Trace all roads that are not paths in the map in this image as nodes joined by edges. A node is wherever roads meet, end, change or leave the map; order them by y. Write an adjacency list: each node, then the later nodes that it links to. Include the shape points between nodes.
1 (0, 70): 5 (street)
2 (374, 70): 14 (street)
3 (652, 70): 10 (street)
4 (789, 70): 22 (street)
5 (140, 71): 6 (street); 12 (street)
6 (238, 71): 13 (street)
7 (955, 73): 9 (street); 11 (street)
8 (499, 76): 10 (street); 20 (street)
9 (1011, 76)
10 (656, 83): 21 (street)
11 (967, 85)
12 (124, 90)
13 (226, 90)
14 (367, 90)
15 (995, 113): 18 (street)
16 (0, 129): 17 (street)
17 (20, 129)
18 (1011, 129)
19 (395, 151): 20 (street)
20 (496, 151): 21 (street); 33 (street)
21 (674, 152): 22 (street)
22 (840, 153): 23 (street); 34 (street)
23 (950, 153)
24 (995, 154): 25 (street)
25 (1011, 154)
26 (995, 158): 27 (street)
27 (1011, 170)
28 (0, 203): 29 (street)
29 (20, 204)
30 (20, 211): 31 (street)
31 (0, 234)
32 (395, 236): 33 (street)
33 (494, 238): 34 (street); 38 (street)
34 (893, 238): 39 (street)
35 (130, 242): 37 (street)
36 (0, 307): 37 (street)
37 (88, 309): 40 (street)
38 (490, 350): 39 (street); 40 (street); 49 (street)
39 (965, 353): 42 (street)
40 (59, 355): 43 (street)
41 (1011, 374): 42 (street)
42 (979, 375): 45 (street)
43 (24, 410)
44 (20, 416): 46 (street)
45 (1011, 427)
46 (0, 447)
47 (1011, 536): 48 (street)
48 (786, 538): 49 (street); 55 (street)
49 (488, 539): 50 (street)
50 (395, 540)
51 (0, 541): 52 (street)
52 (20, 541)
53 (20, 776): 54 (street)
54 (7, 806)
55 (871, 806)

EXERCISE PROMPT
A complete and exact reproduction of the data is needed.

EXERCISE OUTPUT
Trace all roads that are not paths in the map in this image as nodes joined by edges. A node is wherever roads meet, end, change or leave the map; order them by y. Write an adjacency list: each node, then the later nodes that it links to. Include the shape points between nodes.
1 (0, 70): 5 (street)
2 (374, 70): 14 (street)
3 (652, 70): 10 (street)
4 (789, 70): 22 (street)
5 (140, 71): 6 (street); 12 (street)
6 (238, 71): 13 (street)
7 (955, 73): 9 (street); 11 (street)
8 (499, 76): 10 (street); 20 (street)
9 (1011, 76)
10 (656, 83): 21 (street)
11 (967, 85)
12 (124, 90)
13 (226, 90)
14 (367, 90)
15 (995, 113): 18 (street)
16 (0, 129): 17 (street)
17 (20, 129)
18 (1011, 129)
19 (395, 151): 20 (street)
20 (496, 151): 21 (street); 33 (street)
21 (674, 152): 22 (street)
22 (840, 153): 23 (street); 34 (street)
23 (950, 153)
24 (995, 154): 25 (street)
25 (1011, 154)
26 (995, 158): 27 (street)
27 (1011, 170)
28 (0, 203): 29 (street)
29 (20, 204)
30 (20, 211): 31 (street)
31 (0, 234)
32 (395, 236): 33 (street)
33 (494, 238): 34 (street); 38 (street)
34 (893, 238): 39 (street)
35 (130, 242): 37 (street)
36 (0, 307): 37 (street)
37 (88, 309): 40 (street)
38 (490, 350): 39 (street); 40 (street); 49 (street)
39 (965, 353): 42 (street)
40 (59, 355): 43 (street)
41 (1011, 374): 42 (street)
42 (979, 375): 45 (street)
43 (24, 410)
44 (20, 416): 46 (street)
45 (1011, 427)
46 (0, 447)
47 (1011, 536): 48 (street)
48 (786, 538): 49 (street); 55 (street)
49 (488, 539): 50 (street)
50 (395, 540)
51 (0, 541): 52 (street)
52 (20, 541)
53 (20, 776): 54 (street)
54 (7, 806)
55 (871, 806)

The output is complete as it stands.